Home NouvellesLe juge limite les tactiques des agents de l’ICE contre les manifestants pacifiques de Minneapolis

Le juge limite les tactiques des agents de l’ICE contre les manifestants pacifiques de Minneapolis

by Nicolas Lefèvre

Un juge fédéral a interdit aux agents fédéraux d’arrêter des manifestants pacifiques ou d’utiliser de gaz lacrymogènes lors d’opérations de contrôle de l’immigration dans la région de Minneapolis-Saint Paul. Cette décision fait suite à une plainte déposée par des militants du Minnesota en décembre dernier, alors que les activités des services d’Immigration et de contrôle des douanes (ICE) et de la Patrouille frontalière suscitent une surveillance accrue.

La juge Kate Menendez, du tribunal de district américain, a rendu son verdict vendredi. Elle stipule que les agents ne peuvent pas détenir des conducteurs et des passagers sans motif raisonnable de soupçonner qu’ils entravent ou interfèrent avec leurs fonctions officielles. Elle précise également que le simple fait de suivre un véhicule « à une distance appropriée » ne constitue pas un motif légitime d’interpellation.

L’Union américaine des libertés civiles (ACLU) du Minnesota, qui représente les plaignants, affirme que les actions des agents fédéraux portent atteinte aux droits constitutionnels des habitants de la région. « Les agents ne seront pas autorisés à arrêter des personnes sans motif probable ou sans soupçon raisonnable qu’elles aient commis un crime ou qu’elles fassent obstacle à leurs activités », a déclaré la juge Menendez.

Cette décision intervient dans un contexte de tensions croissantes autour de la politique d’immigration de l’administration en place. Depuis début décembre, des milliers de personnes surveillent les opérations de l’ICE et de la Patrouille frontalière dans le secteur de Minneapolis-Saint Paul.
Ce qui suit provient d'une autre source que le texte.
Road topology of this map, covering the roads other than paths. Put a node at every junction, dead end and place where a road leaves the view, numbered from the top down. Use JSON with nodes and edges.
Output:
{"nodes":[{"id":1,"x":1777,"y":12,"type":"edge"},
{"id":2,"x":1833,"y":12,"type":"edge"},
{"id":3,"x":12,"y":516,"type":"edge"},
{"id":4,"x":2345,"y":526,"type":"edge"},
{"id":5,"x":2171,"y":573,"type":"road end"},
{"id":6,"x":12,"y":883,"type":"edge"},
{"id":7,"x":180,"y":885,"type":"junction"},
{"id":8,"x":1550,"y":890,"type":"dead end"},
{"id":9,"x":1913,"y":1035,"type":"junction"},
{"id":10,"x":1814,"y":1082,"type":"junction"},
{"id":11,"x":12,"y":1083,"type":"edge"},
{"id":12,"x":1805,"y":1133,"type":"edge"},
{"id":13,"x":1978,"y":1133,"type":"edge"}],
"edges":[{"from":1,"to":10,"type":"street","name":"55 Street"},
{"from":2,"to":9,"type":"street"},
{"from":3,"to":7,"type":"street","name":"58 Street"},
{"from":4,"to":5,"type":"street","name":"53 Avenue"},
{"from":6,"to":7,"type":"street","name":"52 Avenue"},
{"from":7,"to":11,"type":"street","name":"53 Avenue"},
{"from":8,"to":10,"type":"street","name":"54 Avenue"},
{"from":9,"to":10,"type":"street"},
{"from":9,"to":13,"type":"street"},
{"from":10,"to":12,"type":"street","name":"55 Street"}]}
Par ailleurs, la juge Menendez examine une autre affaire intentée par l’État du Minnesota et les villes de Minneapolis et Saint Paul, qui cherchent à suspendre les opérations de répression. Lors d’une audience mercredi, elle a refusé d’accéder à la demande de l’État d’obtenir une ordonnance d’interdiction temporaire immédiate. Le procureur général adjoint de l’État, Brian Carter, avait plaidé pour une « pause », estimant que « la température doit baisser ». La juge a reconnu l’importance des questions soulevées par l’État et les villes, mais a souligné la complexité juridique de l’affaire et a demandé aux deux parties de soumettre des mémoires supplémentaires la semaine prochaine.

Les avocats du gouvernement avaient soutenu que les agents agissaient dans le cadre de leur autorité légale pour faire respecter les lois sur l’immigration et assurer leur propre sécurité.